***** DATA SUPPLIED

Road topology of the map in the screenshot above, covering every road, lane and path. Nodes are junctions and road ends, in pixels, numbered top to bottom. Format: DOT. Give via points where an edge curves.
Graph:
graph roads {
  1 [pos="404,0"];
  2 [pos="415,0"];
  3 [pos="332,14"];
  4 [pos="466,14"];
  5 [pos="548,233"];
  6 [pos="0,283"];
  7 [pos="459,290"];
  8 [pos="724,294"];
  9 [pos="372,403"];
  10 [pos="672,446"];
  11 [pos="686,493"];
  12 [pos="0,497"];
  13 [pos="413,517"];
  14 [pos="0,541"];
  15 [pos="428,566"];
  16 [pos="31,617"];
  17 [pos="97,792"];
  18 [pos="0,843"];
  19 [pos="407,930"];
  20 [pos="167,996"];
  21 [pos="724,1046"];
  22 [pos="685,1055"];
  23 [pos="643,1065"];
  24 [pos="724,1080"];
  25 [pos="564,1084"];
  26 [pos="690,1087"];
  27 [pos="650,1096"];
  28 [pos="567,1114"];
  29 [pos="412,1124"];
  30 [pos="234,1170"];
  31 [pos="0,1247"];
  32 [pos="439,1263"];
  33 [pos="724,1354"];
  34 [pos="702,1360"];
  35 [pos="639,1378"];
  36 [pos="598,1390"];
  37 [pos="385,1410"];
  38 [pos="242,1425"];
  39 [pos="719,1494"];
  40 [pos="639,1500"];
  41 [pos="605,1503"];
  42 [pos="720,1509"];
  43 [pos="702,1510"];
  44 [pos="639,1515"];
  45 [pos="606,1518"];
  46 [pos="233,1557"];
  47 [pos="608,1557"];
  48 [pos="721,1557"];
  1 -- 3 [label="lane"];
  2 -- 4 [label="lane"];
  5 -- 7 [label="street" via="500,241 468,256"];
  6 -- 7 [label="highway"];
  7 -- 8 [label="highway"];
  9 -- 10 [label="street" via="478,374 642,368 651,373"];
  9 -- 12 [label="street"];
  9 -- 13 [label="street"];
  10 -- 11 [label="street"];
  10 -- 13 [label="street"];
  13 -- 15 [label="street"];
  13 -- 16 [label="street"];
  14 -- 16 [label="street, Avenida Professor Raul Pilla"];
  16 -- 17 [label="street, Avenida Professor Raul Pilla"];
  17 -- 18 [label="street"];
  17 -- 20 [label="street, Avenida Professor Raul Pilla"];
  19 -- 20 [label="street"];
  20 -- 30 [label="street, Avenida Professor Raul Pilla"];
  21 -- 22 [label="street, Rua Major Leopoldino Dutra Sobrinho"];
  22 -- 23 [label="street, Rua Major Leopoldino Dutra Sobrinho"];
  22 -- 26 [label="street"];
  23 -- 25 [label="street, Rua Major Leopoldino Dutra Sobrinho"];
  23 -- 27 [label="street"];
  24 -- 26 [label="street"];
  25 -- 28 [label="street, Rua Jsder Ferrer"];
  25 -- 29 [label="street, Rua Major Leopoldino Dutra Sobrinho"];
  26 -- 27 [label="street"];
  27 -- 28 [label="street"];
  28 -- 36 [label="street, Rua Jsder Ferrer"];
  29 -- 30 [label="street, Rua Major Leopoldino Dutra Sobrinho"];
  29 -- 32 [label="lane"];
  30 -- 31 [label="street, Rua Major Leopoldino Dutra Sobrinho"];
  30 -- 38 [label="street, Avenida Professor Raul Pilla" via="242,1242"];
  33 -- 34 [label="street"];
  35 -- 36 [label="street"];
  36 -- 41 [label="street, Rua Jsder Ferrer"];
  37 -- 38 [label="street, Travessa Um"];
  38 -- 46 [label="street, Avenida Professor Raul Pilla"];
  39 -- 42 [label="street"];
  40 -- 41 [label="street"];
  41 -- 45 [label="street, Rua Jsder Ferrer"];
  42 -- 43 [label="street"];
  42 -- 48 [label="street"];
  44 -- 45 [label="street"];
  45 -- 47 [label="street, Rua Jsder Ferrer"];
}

**********

● **WORK REQUEST**: Copy all lines of the records that have the string "lane" in them.

● **REPLY TO THE TASK**:
Road topology of the map in the screenshot above, covering every road, lane and path. Nodes are junctions and road ends, in pixels, numbered top to bottom. Format: DOT. Give via points where an edge curves.
  1 -- 3 [label="lane"];
  2 -- 4 [label="lane"];
  29 -- 32 [label="lane"];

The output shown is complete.